Es sind nachdenkliche Grafiken, Grafiken, wie man sie eher von Leipziger Grüblern wie Mattheuer oder Tübke erwartet hätte. Manche greifen die politische Entwicklung der Welt mit kritischem Blick auf – so schon die 1984 geschaffene Grafik, die Goyas “Schlaf der Vernunft” für die Gegenwart übersetzt, aber auch die 2001 entstandene Grafik “Herr Mittelmaß als Feigling”. Aber noch auffälliger sind die intensiven Beschäftigungen des Künstlers mit sich und dem Älterwerden – dargestellt etwa in dem Grafik-Zyklus “Dialog” oder der Grafik von 1999 “Drei Frauen verweigern sich dem Paris”. Das kann man ganz individuell interpretieren – und Paris steht dann mit seinem Apfel recht ratlos in der Gegend herum. Das kann man auch auf eine Gesellschaft interpretieren, die sich der Liebe oder nur dem Liebesakt verweigert. Wo alles käuflich wird, bleibt die Verweigerung als letzte persönliche Geste.
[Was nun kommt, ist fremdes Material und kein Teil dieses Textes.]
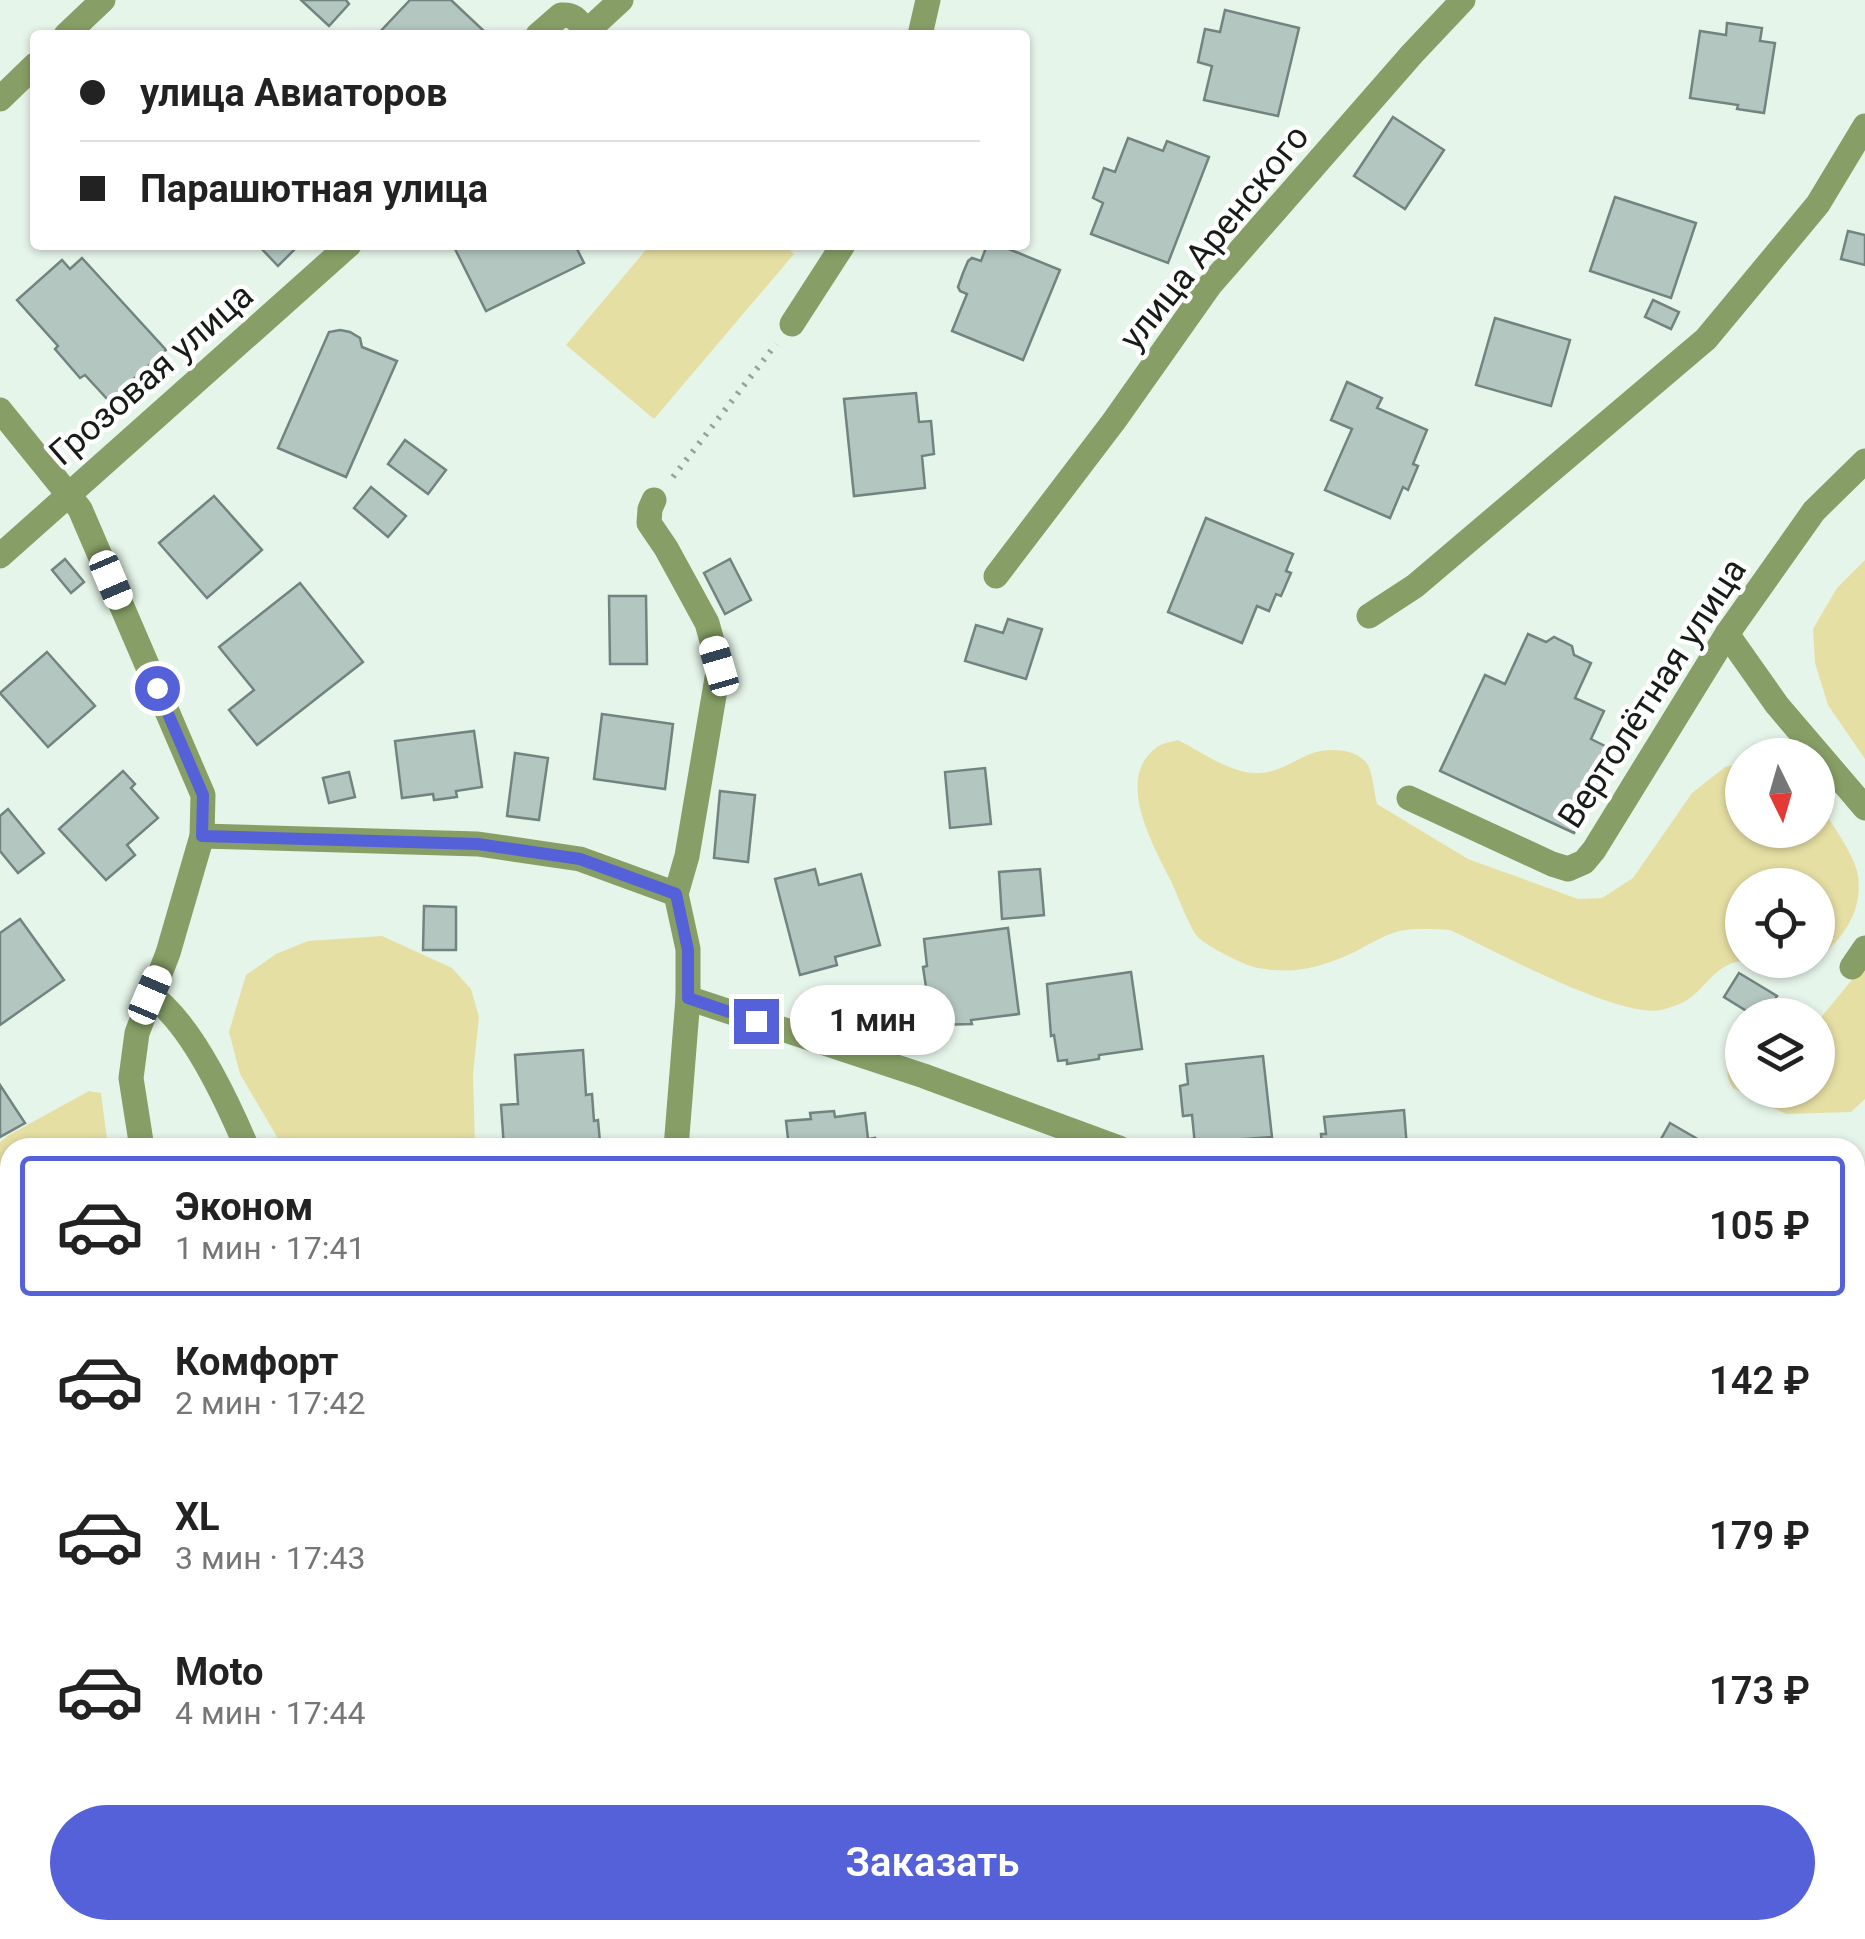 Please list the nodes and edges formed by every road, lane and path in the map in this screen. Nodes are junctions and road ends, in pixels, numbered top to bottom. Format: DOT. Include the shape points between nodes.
graph roads {
  1 [pos="103,0"];
  2 [pos="622,0"];
  3 [pos="928,0"];
  4 [pos="1463,0"];
  5 [pos="71,30"];
  6 [pos="543,30"];
  7 [pos="582,30"];
  8 [pos="588,30"];
  9 [pos="921,30"];
  10 [pos="30,70"];
  11 [pos="0,99"];
  12 [pos="1865,126"];
  13 [pos="343,250"];
  14 [pos="841,250"];
  15 [pos="792,324"];
  16 [pos="0,410"];
  17 [pos="1865,461"];
  18 [pos="68,494"];
  19 [pos="654,500"];
  20 [pos="0,556"];
  21 [pos="996,576"];
  22 [pos="1369,616"];
  23 [pos="1727,634"];
  24 [pos="1409,798"];
  25 [pos="1865,808"];
  26 [pos="202,836"];
  27 [pos="676,894"];
  28 [pos="150,995"];
  29 [pos="688,998"];
  30 [pos="140,1138"];
  31 [pos="242,1138"];
  32 [pos="677,1138"];
  33 [pos="1092,1138"];
  1 -- 5 [label="street"];
  2 -- 8 [label="street"];
  3 -- 9 [label="street"];
  4 -- 21 [label="street, улица Аренского" via="1210,285"];
  6 -- 7 [label="street" via="570,14"];
  10 -- 11 [label="street"];
  12 -- 22 [label="street" via="1818,204 1706,339 1415,586"];
  13 -- 18 [label="street, Грозовая улица"];
  14 -- 15 [label="street"];
  15 -- 19 [label="path"];
  16 -- 18 [label="street"];
  17 -- 23 [label="street, Вертолётная улица" via="1814,511"];
  18 -- 20 [label="street, Грозовая улица"];
  18 -- 26 [label="street" via="203,795"];
  19 -- 27 [label="street" via="649,523 707,623 719,666"];
  23 -- 24 [label="street, Вертолётная улица" via="1584,862 1568,870"];
  23 -- 25 [label="street"];
  26 -- 27 [label="street" via="478,844 580,859"];
  26 -- 28 [label="street"];
  27 -- 29 [label="street" via="688,950"];
  28 -- 30 [label="street" via="131,1078"];
  28 -- 31 [label="street" via="186,1034"];
  29 -- 32 [label="street"];
  29 -- 33 [label="street"];
} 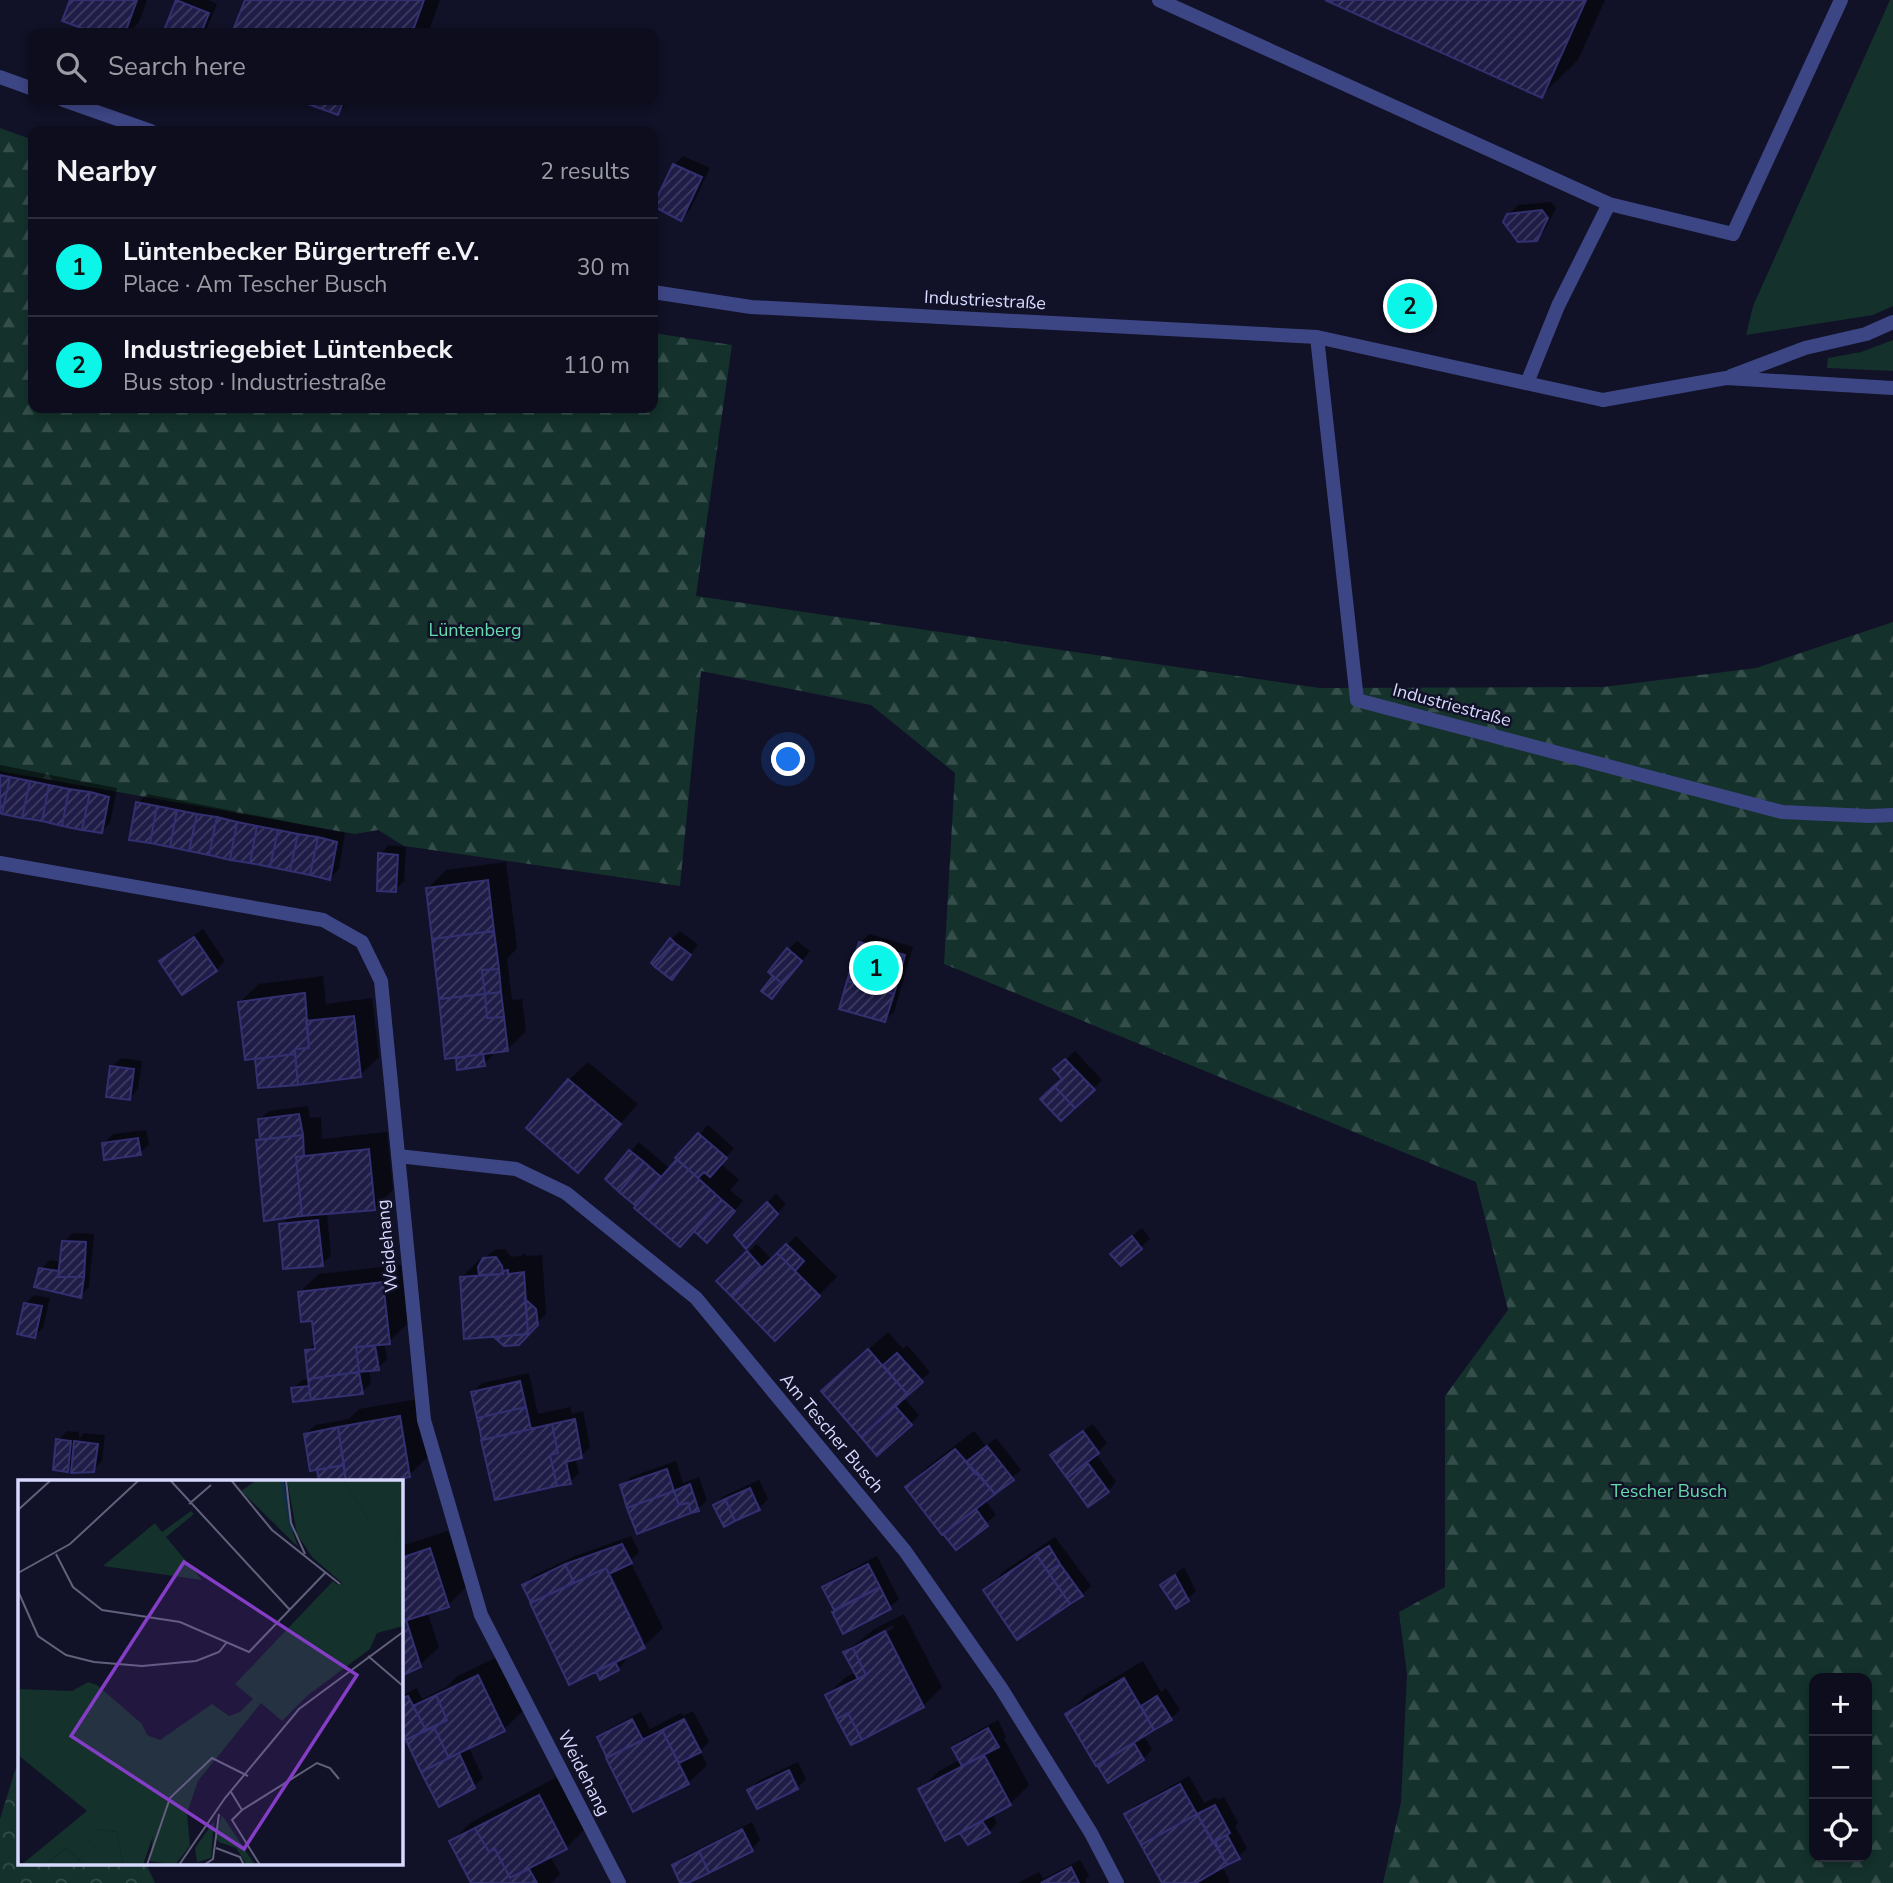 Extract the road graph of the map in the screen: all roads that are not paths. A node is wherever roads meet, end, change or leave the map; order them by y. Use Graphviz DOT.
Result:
graph roads {
  1 [pos="1159,0"];
  2 [pos="1841,0"];
  3 [pos="0,77"];
  4 [pos="28,87"];
  5 [pos="77,105"];
  6 [pos="137,126"];
  7 [pos="1609,204"];
  8 [pos="658,293"];
  9 [pos="1893,323"];
  10 [pos="1317,337"];
  11 [pos="1727,378"];
  12 [pos="1527,383"];
  13 [pos="1893,388"];
  14 [pos="1893,815"];
  15 [pos="0,863"];
  16 [pos="398,1156"];
  17 [pos="619,1883"];
  18 [pos="1117,1883"];
  1 -- 7 [label="street"];
  2 -- 7 [label="street"];
  3 -- 4 [label="street"];
  5 -- 6 [label="street"];
  7 -- 12 [label="street"];
  8 -- 10 [label="street, Industriestraße"];
  9 -- 11 [label="street"];
  10 -- 12 [label="street, Industriestraße"];
  10 -- 14 [label="street, Industriestraße"];
  11 -- 12 [label="street, Industriestraße"];
  11 -- 13 [label="street"];
  15 -- 16 [label="street, Weidehang"];
  16 -- 17 [label="street, Weidehang"];
  16 -- 18 [label="street, Am Tescher Busch"];
}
Dass von Peuckmann das Gedicht “Bloß nicht” daneben steht, ist kein Zufall. Darin geht es um das nie endende Geschwätz der Boulevard-Medien über das Liebesleben all der berühmt geschriebenen Prominenten und Sternchen, erhöht in all seiner Banalität. Das, was vor Zeiten mal Dorfklatsch alter Tratschweiber war, geriert sich heute als gesellschaftliche Berichterstattung. Und Peuckmann – selbst nun 64 Jahre alt – reflektiert das mit immer neuer Verblüffung. Da kennen ihn Leute aus irgendeiner Zeitung, quatschen ihn an, interessieren sich aber nicht die Spur für seine Gedichte. Da begegnet ihm eine Frau, die ihm gefällt. Doch statt mit ihm zu sprechen, zündet sie sich eine Zigarette an und tippt hektisch Nachrichten auf ihrem Handy. Kommunikation findet nicht mehr statt.

Aber wie Sitte macht sich Peuckmann zunehmend Gedanken über das Vergängliche. Es gibt einige Gedichte, in denen er diese wachen und verwirrenden Momente einfängt, in denen das Blühen und Vergehen ringsum den Augenblick vergoldet und wichtig macht. Bemerkenswert. Ganz wie bei Kahlau. Es gibt aber auch einen ganzen Gedichtzyklus, der sich mit Peuckmanns Herkunft aus dem Ruhrpott beschäftigt. Bis in die Vorgeschichte hinein, von der “Roten Ruhrarmee 1920” bis zur Geschichte seiner eigenen Vorfahren im NS-Reich, die vom Verweigern bis zum Mitmachen reichte. Ein Thema, das dann wieder mit einer Sitte-Grafik gespiegelt wird: “Anschauungssache”. Doch der nackte Mann” auf Sittes Grafik von 1993 schaut nicht an, sondern hält sich die Augen zu.

Im Dialog spinnen der Dichter und der Künstler ein sehr feines Garn. Befragen sich selbst und ihre Lebensgeschichte. Und machen die Brüche im Leben und in der Zeit sichtbar. Wo hört das Verweigern auf und fängt das Mitmachen an? Und warum muss eine spießige Familie nicht langweilig sein? Welche Fäden ziehen sich da durch die Generationen. Wie erkennt sich einer selbst wieder in den Charakteren seiner Vorfahren? Selbst in denen, die ihm eigentlich suspekt sind?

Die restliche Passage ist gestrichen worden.